▸ TASK GOAL
Give the number of lines in the entries below that contain "bottom". Write nothing besides it.
=-=-=
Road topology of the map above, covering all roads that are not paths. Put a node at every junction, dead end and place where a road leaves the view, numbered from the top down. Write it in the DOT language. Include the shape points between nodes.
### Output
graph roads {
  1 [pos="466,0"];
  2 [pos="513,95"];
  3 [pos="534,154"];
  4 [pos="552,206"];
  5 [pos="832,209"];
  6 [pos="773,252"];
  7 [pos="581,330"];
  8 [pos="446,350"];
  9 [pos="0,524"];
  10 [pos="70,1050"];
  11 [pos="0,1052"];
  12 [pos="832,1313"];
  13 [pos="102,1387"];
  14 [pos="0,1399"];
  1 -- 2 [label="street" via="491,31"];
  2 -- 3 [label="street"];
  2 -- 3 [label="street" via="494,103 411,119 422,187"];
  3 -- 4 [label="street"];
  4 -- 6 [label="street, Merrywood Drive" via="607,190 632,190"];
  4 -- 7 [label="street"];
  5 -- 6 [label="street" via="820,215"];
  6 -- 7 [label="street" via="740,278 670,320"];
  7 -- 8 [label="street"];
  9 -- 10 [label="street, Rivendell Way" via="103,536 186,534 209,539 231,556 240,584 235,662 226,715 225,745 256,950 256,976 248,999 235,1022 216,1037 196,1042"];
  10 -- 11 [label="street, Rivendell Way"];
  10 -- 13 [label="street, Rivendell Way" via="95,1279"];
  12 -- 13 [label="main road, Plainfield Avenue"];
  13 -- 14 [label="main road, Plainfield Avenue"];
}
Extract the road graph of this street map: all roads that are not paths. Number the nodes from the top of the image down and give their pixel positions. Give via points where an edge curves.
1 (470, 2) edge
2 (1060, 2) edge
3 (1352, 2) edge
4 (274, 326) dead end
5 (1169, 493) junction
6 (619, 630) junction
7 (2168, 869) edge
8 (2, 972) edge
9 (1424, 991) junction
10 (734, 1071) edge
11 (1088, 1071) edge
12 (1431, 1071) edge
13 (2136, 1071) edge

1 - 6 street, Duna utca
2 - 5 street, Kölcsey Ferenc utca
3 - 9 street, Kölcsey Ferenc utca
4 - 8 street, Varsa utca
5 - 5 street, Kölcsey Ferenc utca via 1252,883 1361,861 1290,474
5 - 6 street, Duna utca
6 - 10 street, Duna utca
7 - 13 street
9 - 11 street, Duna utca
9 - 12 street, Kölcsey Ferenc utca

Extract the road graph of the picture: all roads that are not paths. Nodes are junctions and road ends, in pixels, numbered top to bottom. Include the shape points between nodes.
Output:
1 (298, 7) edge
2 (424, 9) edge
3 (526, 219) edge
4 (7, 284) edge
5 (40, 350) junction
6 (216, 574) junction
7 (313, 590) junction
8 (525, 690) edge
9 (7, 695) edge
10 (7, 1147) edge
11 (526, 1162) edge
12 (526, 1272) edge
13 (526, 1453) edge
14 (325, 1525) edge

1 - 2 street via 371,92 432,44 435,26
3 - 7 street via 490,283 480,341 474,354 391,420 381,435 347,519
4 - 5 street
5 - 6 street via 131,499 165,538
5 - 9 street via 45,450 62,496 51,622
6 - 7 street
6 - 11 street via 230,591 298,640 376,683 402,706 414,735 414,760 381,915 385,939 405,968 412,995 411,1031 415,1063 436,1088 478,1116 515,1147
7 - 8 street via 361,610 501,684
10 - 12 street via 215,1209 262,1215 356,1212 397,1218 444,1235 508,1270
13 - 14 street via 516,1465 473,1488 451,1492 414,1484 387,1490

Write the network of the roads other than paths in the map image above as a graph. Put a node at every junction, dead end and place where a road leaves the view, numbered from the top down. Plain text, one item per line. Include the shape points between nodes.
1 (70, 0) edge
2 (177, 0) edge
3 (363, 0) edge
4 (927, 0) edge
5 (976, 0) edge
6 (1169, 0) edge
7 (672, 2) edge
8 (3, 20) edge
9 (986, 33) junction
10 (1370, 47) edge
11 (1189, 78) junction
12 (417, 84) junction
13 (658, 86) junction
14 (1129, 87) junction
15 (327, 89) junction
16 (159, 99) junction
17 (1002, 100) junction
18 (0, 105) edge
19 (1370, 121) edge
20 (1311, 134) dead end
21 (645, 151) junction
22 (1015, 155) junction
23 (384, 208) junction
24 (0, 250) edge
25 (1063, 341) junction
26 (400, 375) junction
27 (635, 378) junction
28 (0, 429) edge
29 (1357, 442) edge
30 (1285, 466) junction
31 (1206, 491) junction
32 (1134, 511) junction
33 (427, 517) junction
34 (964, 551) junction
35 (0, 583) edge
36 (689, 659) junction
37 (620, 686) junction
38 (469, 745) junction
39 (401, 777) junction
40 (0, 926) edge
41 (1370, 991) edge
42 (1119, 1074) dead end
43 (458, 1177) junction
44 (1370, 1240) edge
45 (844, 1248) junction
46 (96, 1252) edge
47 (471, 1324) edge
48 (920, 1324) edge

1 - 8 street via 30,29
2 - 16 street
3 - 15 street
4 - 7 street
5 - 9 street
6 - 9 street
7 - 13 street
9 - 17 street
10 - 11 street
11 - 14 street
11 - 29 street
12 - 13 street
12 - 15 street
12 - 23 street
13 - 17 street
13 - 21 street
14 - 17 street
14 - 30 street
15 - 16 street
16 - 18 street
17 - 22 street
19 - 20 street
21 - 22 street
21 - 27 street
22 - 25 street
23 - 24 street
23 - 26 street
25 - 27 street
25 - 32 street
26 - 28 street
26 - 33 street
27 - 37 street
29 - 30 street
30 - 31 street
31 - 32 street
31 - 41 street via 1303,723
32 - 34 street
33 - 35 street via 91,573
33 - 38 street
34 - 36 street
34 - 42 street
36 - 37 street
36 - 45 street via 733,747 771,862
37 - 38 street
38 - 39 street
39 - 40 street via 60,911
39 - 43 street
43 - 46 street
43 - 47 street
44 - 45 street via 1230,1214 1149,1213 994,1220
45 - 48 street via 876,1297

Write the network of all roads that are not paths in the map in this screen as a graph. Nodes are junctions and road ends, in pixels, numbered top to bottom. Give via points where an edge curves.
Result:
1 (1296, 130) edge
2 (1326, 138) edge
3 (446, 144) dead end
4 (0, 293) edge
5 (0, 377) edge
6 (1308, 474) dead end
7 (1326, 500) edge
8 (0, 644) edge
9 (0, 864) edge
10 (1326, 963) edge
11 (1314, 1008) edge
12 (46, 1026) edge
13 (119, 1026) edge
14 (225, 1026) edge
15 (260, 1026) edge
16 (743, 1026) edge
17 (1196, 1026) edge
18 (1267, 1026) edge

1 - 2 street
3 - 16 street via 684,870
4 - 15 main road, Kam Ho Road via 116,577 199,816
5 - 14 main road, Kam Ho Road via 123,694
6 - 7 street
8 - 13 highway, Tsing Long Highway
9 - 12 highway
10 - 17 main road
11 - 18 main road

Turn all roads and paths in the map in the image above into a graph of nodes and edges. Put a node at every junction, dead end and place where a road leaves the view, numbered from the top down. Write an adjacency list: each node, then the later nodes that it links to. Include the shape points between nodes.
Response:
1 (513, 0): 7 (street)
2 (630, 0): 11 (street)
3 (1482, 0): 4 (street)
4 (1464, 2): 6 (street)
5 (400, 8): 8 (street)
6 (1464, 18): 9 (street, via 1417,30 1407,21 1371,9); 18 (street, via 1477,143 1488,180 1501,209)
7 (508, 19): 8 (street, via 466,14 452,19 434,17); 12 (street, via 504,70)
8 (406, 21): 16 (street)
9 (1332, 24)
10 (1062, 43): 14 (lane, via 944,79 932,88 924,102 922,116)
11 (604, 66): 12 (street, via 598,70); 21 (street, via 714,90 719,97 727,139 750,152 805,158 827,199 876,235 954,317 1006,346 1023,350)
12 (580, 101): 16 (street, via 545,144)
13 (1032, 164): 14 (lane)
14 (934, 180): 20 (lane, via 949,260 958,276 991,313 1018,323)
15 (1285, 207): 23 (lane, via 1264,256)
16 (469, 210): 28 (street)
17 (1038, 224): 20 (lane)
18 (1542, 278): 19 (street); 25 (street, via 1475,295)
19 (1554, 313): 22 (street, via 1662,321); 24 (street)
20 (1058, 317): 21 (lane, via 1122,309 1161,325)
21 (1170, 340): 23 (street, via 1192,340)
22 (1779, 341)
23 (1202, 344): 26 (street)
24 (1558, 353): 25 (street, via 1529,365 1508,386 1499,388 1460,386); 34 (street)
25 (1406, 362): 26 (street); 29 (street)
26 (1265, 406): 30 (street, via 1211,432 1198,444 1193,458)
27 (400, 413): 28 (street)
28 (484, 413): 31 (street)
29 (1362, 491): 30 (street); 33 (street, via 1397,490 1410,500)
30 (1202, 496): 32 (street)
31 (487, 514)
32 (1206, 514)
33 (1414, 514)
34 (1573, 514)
=-=-=
▸ EXPECTED OUTPUT
2